» HOW TO COMPLETE THIS TASK: Leave every picture out and write out the records below exactly.

» ENTRIES SUPPLIED:

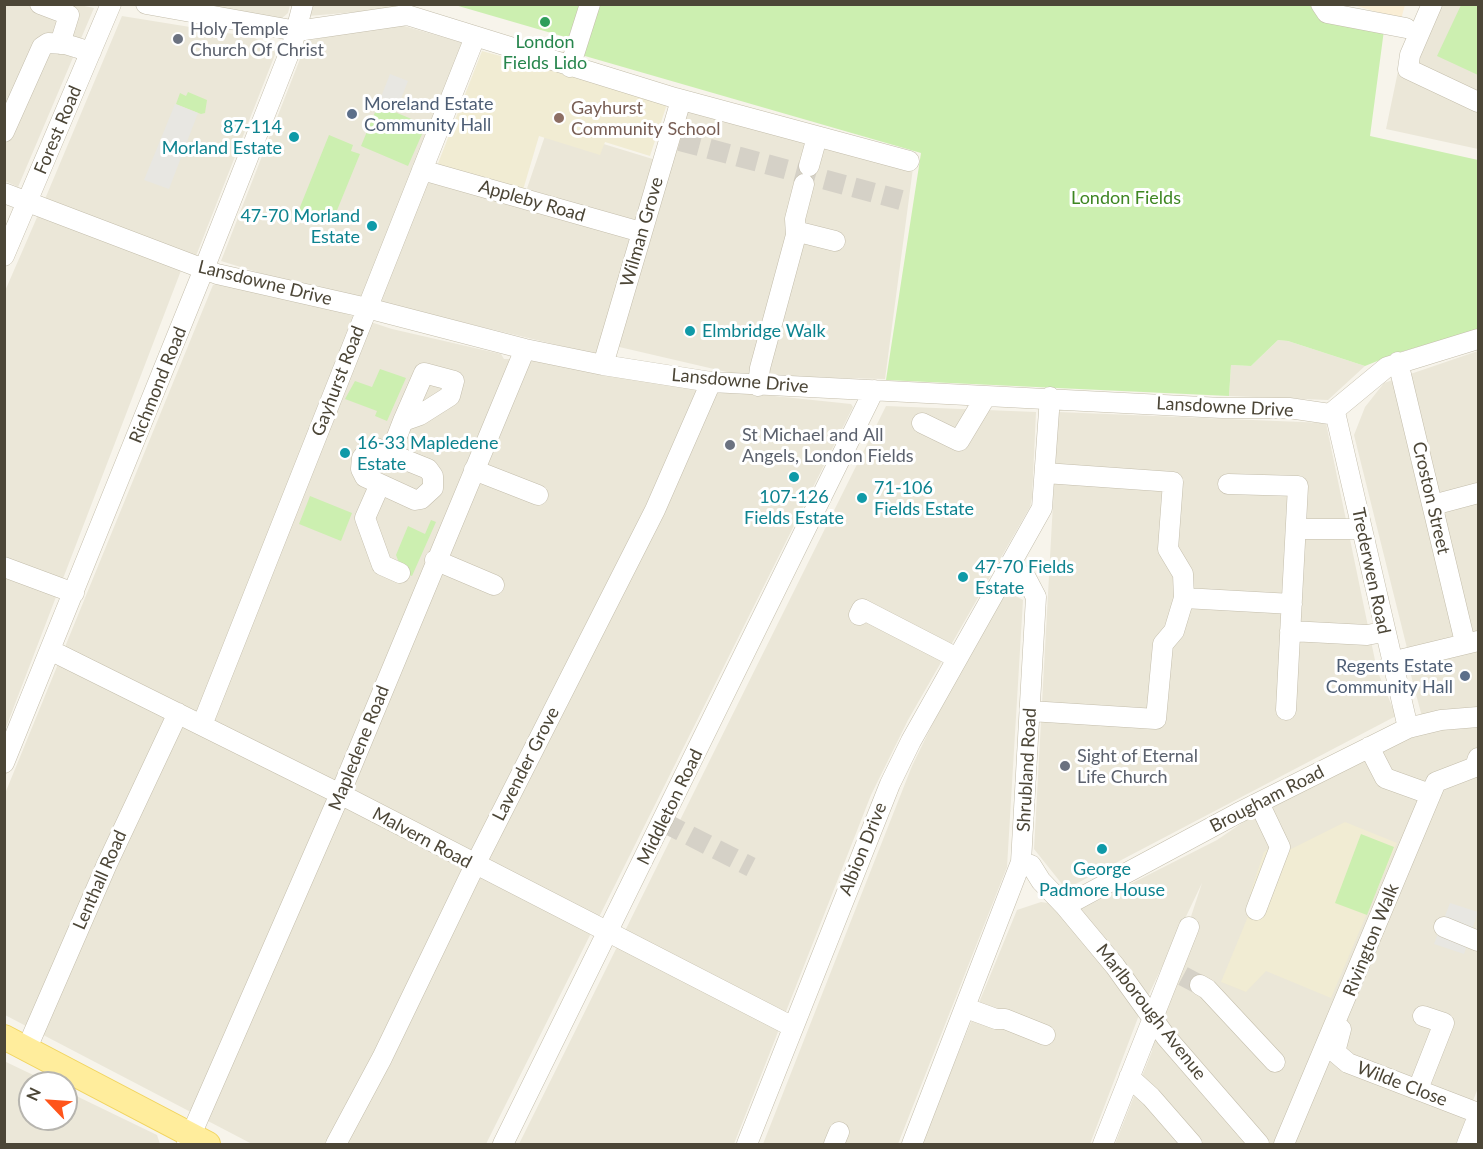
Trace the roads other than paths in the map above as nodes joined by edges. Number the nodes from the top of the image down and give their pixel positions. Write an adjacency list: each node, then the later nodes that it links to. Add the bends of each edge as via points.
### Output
1 (40, 4): 12 (street, via 69,15)
2 (111, 4): 13 (street, Forest Road)
3 (146, 4): 10 (street)
4 (303, 4): 10 (street, Richmond Road)
5 (590, 4): 14 (street)
6 (1321, 4): 9 (street, via 1327,13)
7 (1418, 4): 9 (street)
8 (1432, 4): 18 (street, via 1408,69)
9 (1406, 28): 15 (street)
10 (297, 31): 11 (street, via 407,15); 29 (street, Richmond Road)
11 (475, 37): 14 (street); 22 (street, Gayhurst Road)
12 (60, 44): 13 (street); 17 (street, via 42,47)
13 (91, 52): 24 (street, Forest Road)
14 (570, 67): 16 (street)
15 (1394, 69)
16 (674, 98): 20 (street); 25 (street, Wilman Grove, via 674,140)
17 (10, 102): 19 (street)
18 (1479, 102)
19 (4, 132)
20 (817, 137): 21 (street); 26 (street, via 795,219)
21 (909, 161)
22 (422, 170): 25 (street, Appleby Road); 30 (street, Gayhurst Road)
23 (4, 193): 24 (street, Lansdowne Drive)
24 (27, 202): 28 (street, Forest Road); 29 (street, Lansdowne Drive)
25 (641, 232): 34 (street, Wilman Grove)
26 (796, 235): 27 (street, via 803,232); 36 (street, via 759,368)
27 (835, 241)
28 (4, 256)
29 (204, 269): 30 (street, Lansdowne Drive); 60 (street, Richmond Road)
30 (367, 308): 32 (street, Lansdowne Drive); 74 (street, Gayhurst Road)
31 (1479, 339): 33 (street)
32 (525, 349): 34 (street, Lansdowne Drive); 44 (street, Mapledene Road)
33 (1398, 362): 40 (street, via 1373,377); 52 (street, Croston Street)
34 (603, 365): 35 (street, Lansdowne Drive)
35 (711, 382): 36 (street, Lansdowne Drive); 82 (street, Lavender Grove, via 655,510)
36 (758, 386): 37 (street, Lansdowne Drive)
37 (874, 390): 38 (street, Lansdowne Drive); 88 (street, Middleton Road)
38 (986, 396): 39 (street, Lansdowne Drive); 42 (street, via 959,441)
39 (1050, 397): 40 (street, Lansdowne Drive); 45 (street)
40 (1335, 412): 54 (street, Trederwen Road)
41 (403, 421): 41 (street, via 424,373 453,381 450,396); 43 (street)
42 (922, 423)
43 (391, 452): 46 (street, via 376,448 362,458 362,473); 48 (street, via 428,469 433,476)
44 (474, 470): 50 (street); 51 (street, Mapledene Road)
45 (1045, 473): 57 (street, via 1042,508); 61 (street, via 1173,482 1168,549 1183,574)
46 (380, 484): 48 (street, via 415,500); 58 (street, via 365,518 382,565)
47 (1228, 484): 53 (street, via 1298,486)
48 (433, 488): 51 (street)
49 (1479, 494): 52 (street)
50 (538, 495)
51 (460, 502): 55 (street, Mapledene Road)
52 (1433, 505): 66 (street, Croston Street)
53 (1296, 529): 54 (street); 62 (street)
54 (1362, 529): 65 (street, Trederwen Road)
55 (435, 560): 59 (street); 80 (street, Mapledene Road)
56 (4, 567): 60 (street)
57 (1009, 567): 68 (street, Albion Drive); 71 (street, Shrubland Road, via 1026,578 1036,597)
58 (400, 573)
59 (494, 585)
60 (74, 593): 67 (street, Richmond Road)
61 (1184, 598): 62 (street); 71 (street, via 1174,631 1163,644 1156,719)
62 (1292, 604): 64 (street)
63 (859, 615): 68 (street, via 862,609)
64 (1290, 631): 65 (street, via 1367,635); 70 (street)
65 (1383, 632): 69 (street, Trederwen Road)
66 (1471, 638): 69 (street)
67 (51, 650): 72 (street, Malvern Road); 78 (street, Richmond Road)
68 (957, 658): 95 (street, Albion Drive, via 890,784)
69 (1391, 662): 75 (street, Trederwen Road)
70 (1286, 710)
71 (1030, 711): 83 (street, Shrubland Road)
72 (178, 713): 74 (street, Malvern Road); 98 (street, Lenthall Road)
73 (1479, 717): 75 (street, Brougham Road)
74 (202, 725): 80 (street, Malvern Road)
75 (1408, 728): 76 (street, Brougham Road)
76 (1370, 747): 79 (street, via 1384,780); 81 (street, Brougham Road)
77 (1479, 758): 92 (street, Rivington Walk, via 1475,767 1436,782)
78 (5, 762)
79 (1424, 792)
80 (340, 794): 82 (street, Malvern Road); 103 (street, Mapledene Road)
81 (1259, 802): 84 (street, Brougham Road); 85 (street, via 1280,847)
82 (475, 866): 88 (street, Malvern Road); 104 (street, Lavender Grove)
83 (1018, 871): 84 (street, Marlborough Avenue, via 1041,881); 91 (street, Shrubland Road)
84 (1065, 906): 94 (street, Marlborough Avenue)
85 (1256, 910)
86 (1189, 927): 90 (street)
87 (1444, 927): 89 (street)
88 (608, 934): 95 (street, Malvern Road); 105 (street, Middleton Road)
89 (1479, 940)
90 (1185, 977): 94 (street); 99 (street, via 1207,989)
91 (966, 1008): 96 (street); 107 (street, Shrubland Road)
92 (1343, 1010): 101 (street, Wilde Close, via 1335,1052 1348,1063); 111 (street, Rivington Walk)
93 (1423, 1016): 101 (street, via 1444,1023)
94 (1154, 1018): 100 (street); 110 (street, Marlborough Avenue)
95 (793, 1027): 106 (street, Albion Drive)
96 (1045, 1035)
97 (4, 1037): 98 (main road)
98 (27, 1048): 103 (main road)
99 (1275, 1062)
100 (1129, 1077): 108 (street); 109 (street)
101 (1418, 1089): 102 (street, Wilde Close)
102 (1479, 1115): 112 (street)
103 (196, 1141)
104 (336, 1144)
105 (503, 1144)
106 (747, 1144)
107 (912, 1144)
108 (1103, 1144)
109 (1192, 1144)
110 (1259, 1144)
111 (1284, 1144)
112 (1467, 1144)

» SOLUTION FOR THIS EXERCISE:
Trace the roads other than paths in the map above as nodes joined by edges. Number the nodes from the top of the image down and give their pixel positions. Write an adjacency list: each node, then the later nodes that it links to. Add the bends of each edge as via points.
### Output
1 (40, 4): 12 (street, via 69,15)
2 (111, 4): 13 (street, Forest Road)
3 (146, 4): 10 (street)
4 (303, 4): 10 (street, Richmond Road)
5 (590, 4): 14 (street)
6 (1321, 4): 9 (street, via 1327,13)
7 (1418, 4): 9 (street)
8 (1432, 4): 18 (street, via 1408,69)
9 (1406, 28): 15 (street)
10 (297, 31): 11 (street, via 407,15); 29 (street, Richmond Road)
11 (475, 37): 14 (street); 22 (street, Gayhurst Road)
12 (60, 44): 13 (street); 17 (street, via 42,47)
13 (91, 52): 24 (street, Forest Road)
14 (570, 67): 16 (street)
15 (1394, 69)
16 (674, 98): 20 (street); 25 (street, Wilman Grove, via 674,140)
17 (10, 102): 19 (street)
18 (1479, 102)
19 (4, 132)
20 (817, 137): 21 (street); 26 (street, via 795,219)
21 (909, 161)
22 (422, 170): 25 (street, Appleby Road); 30 (street, Gayhurst Road)
23 (4, 193): 24 (street, Lansdowne Drive)
24 (27, 202): 28 (street, Forest Road); 29 (street, Lansdowne Drive)
25 (641, 232): 34 (street, Wilman Grove)
26 (796, 235): 27 (street, via 803,232); 36 (street, via 759,368)
27 (835, 241)
28 (4, 256)
29 (204, 269): 30 (street, Lansdowne Drive); 60 (street, Richmond Road)
30 (367, 308): 32 (street, Lansdowne Drive); 74 (street, Gayhurst Road)
31 (1479, 339): 33 (street)
32 (525, 349): 34 (street, Lansdowne Drive); 44 (street, Mapledene Road)
33 (1398, 362): 40 (street, via 1373,377); 52 (street, Croston Street)
34 (603, 365): 35 (street, Lansdowne Drive)
35 (711, 382): 36 (street, Lansdowne Drive); 82 (street, Lavender Grove, via 655,510)
36 (758, 386): 37 (street, Lansdowne Drive)
37 (874, 390): 38 (street, Lansdowne Drive); 88 (street, Middleton Road)
38 (986, 396): 39 (street, Lansdowne Drive); 42 (street, via 959,441)
39 (1050, 397): 40 (street, Lansdowne Drive); 45 (street)
40 (1335, 412): 54 (street, Trederwen Road)
41 (403, 421): 41 (street, via 424,373 453,381 450,396); 43 (street)
42 (922, 423)
43 (391, 452): 46 (street, via 376,448 362,458 362,473); 48 (street, via 428,469 433,476)
44 (474, 470): 50 (street); 51 (street, Mapledene Road)
45 (1045, 473): 57 (street, via 1042,508); 61 (street, via 1173,482 1168,549 1183,574)
46 (380, 484): 48 (street, via 415,500); 58 (street, via 365,518 382,565)
47 (1228, 484): 53 (street, via 1298,486)
48 (433, 488): 51 (street)
49 (1479, 494): 52 (street)
50 (538, 495)
51 (460, 502): 55 (street, Mapledene Road)
52 (1433, 505): 66 (street, Croston Street)
53 (1296, 529): 54 (street); 62 (street)
54 (1362, 529): 65 (street, Trederwen Road)
55 (435, 560): 59 (street); 80 (street, Mapledene Road)
56 (4, 567): 60 (street)
57 (1009, 567): 68 (street, Albion Drive); 71 (street, Shrubland Road, via 1026,578 1036,597)
58 (400, 573)
59 (494, 585)
60 (74, 593): 67 (street, Richmond Road)
61 (1184, 598): 62 (street); 71 (street, via 1174,631 1163,644 1156,719)
62 (1292, 604): 64 (street)
63 (859, 615): 68 (street, via 862,609)
64 (1290, 631): 65 (street, via 1367,635); 70 (street)
65 (1383, 632): 69 (street, Trederwen Road)
66 (1471, 638): 69 (street)
67 (51, 650): 72 (street, Malvern Road); 78 (street, Richmond Road)
68 (957, 658): 95 (street, Albion Drive, via 890,784)
69 (1391, 662): 75 (street, Trederwen Road)
70 (1286, 710)
71 (1030, 711): 83 (street, Shrubland Road)
72 (178, 713): 74 (street, Malvern Road); 98 (street, Lenthall Road)
73 (1479, 717): 75 (street, Brougham Road)
74 (202, 725): 80 (street, Malvern Road)
75 (1408, 728): 76 (street, Brougham Road)
76 (1370, 747): 79 (street, via 1384,780); 81 (street, Brougham Road)
77 (1479, 758): 92 (street, Rivington Walk, via 1475,767 1436,782)
78 (5, 762)
79 (1424, 792)
80 (340, 794): 82 (street, Malvern Road); 103 (street, Mapledene Road)
81 (1259, 802): 84 (street, Brougham Road); 85 (street, via 1280,847)
82 (475, 866): 88 (street, Malvern Road); 104 (street, Lavender Grove)
83 (1018, 871): 84 (street, Marlborough Avenue, via 1041,881); 91 (street, Shrubland Road)
84 (1065, 906): 94 (street, Marlborough Avenue)
85 (1256, 910)
86 (1189, 927): 90 (street)
87 (1444, 927): 89 (street)
88 (608, 934): 95 (street, Malvern Road); 105 (street, Middleton Road)
89 (1479, 940)
90 (1185, 977): 94 (street); 99 (street, via 1207,989)
91 (966, 1008): 96 (street); 107 (street, Shrubland Road)
92 (1343, 1010): 101 (street, Wilde Close, via 1335,1052 1348,1063); 111 (street, Rivington Walk)
93 (1423, 1016): 101 (street, via 1444,1023)
94 (1154, 1018): 100 (street); 110 (street, Marlborough Avenue)
95 (793, 1027): 106 (street, Albion Drive)
96 (1045, 1035)
97 (4, 1037): 98 (main road)
98 (27, 1048): 103 (main road)
99 (1275, 1062)
100 (1129, 1077): 108 (street); 109 (street)
101 (1418, 1089): 102 (street, Wilde Close)
102 (1479, 1115): 112 (street)
103 (196, 1141)
104 (336, 1144)
105 (503, 1144)
106 (747, 1144)
107 (912, 1144)
108 (1103, 1144)
109 (1192, 1144)
110 (1259, 1144)
111 (1284, 1144)
112 (1467, 1144)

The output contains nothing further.